I realize this isn't an historical drama, but it is work and it is helping me get to where I want to be (vague, though, that destination may be). I still believe Masterpiece Theatre will be calling me in the near future.


Sing it, sister!

Yesterday I sang some gospel music as requested as part of Martin Luther King, Jr., Sunday at Old South ChurchWillie Sordillo's jazz trio accompanied and they really rocked it.  Thanks guys! 


(To) Where I am going

It's not uncommon for people to inquire, "Where are you going with this, Alecia?", or, "Have you considered living somewhere else?"  Many days even I wonder, Alecia: where are you going with this performance thing?  I have to say, I don't really know. 
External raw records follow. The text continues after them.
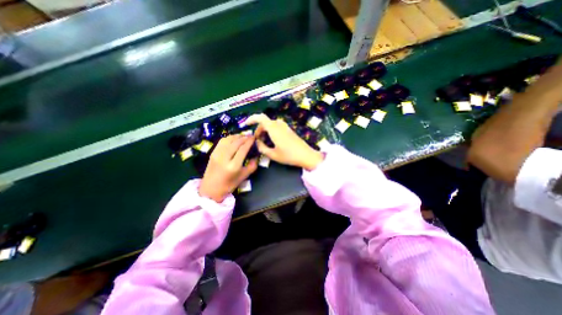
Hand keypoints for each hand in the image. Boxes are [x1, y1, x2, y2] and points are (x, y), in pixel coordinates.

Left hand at [198, 134, 257, 202]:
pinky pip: (222, 141)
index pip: (243, 149)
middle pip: (236, 142)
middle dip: (244, 137)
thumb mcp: (243, 177)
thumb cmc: (229, 185)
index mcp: (233, 166)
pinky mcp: (212, 153)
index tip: (254, 138)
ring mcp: (217, 154)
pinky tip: (234, 139)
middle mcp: (224, 158)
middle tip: (250, 136)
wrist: (210, 189)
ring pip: (228, 139)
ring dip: (236, 136)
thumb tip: (256, 156)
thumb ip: (252, 166)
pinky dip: (229, 138)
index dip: (249, 141)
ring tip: (243, 137)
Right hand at [246, 114, 324, 170]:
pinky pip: (277, 127)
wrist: (306, 155)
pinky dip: (271, 131)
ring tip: (264, 142)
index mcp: (274, 128)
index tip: (246, 124)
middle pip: (265, 122)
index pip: (260, 117)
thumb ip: (262, 148)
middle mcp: (279, 125)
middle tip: (257, 141)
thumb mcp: (272, 154)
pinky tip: (272, 141)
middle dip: (259, 130)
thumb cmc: (289, 155)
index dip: (252, 119)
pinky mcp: (289, 130)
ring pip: (271, 125)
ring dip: (265, 131)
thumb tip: (257, 142)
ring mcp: (285, 127)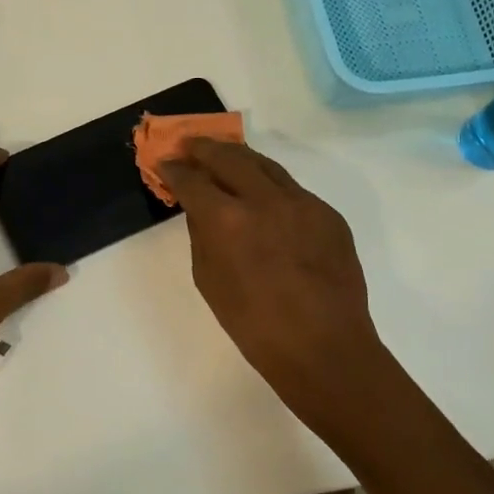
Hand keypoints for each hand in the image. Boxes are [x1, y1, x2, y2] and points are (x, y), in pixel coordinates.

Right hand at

Commonly I answer that I am considering other physical locales as a base of operations, such as New York City, LA, or even Shreveport, Louisiana, which has a booming film industry, but that I want to have a justifiable (and perhaps quantifiable) reason to relocate and, in the meantime, I want to continue adding value to my résumés.  
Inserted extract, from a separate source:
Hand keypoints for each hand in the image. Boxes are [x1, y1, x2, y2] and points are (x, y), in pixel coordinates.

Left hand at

I'm not sure this is a great answer.  In some ways I feel kind of aimless, but yet there is this compulsion from within to do, to create, to perform.  It's a bit enigmatic, really.  Like any well-founded business, it is important to have an established operating plan to follow that will take the entity from Point A to Point B.  And I feel as though I have a plan, but that it isn't always clear-cut.  Maybe my physical location should be part of the plan. 

I mean, what is a career?  It seems to me a career is defined by the types of employment that are offered and accepted: roles, parts, gigs, and the like.  Could my location govern my employment?  Yes, I suppose it could given the number of projects, shows and opportunities an area has to offer and can support.  It would be more difficult to create a fiscally viable entertainment career in Texico than in Toronto.  But a career is also defined by time spent in a profession.  Does time spent in pursuit count? 

Life is about the journey, right?  And not about the destination? 


Audition Transition

As you may have seen, I recently had a technical discovery which has inspired me as of late to pursue auditions of the singing persuasion with a renewed vim.  So, despite my un-HIP-ness, I've been sending out packets and soliciting time slots for upcoming auditions with a variety of entities. 

This doesn't mean I'm not scared or nervous or concerned in an audition.  What I've yet to admit (until now) is that I'm a relative newcomer to the audition scene.  You see, it wasn't until college that I really had to audition for anything.  Prior to my undergraduate studies--as ludicrous as it sounds--performances just came to me.  People who knew me just knew I could sing, act and dance and simply asked me to be in shows and productions.  Even that first public performance--I didn't ask to be in the show.  I was just "put" in it. 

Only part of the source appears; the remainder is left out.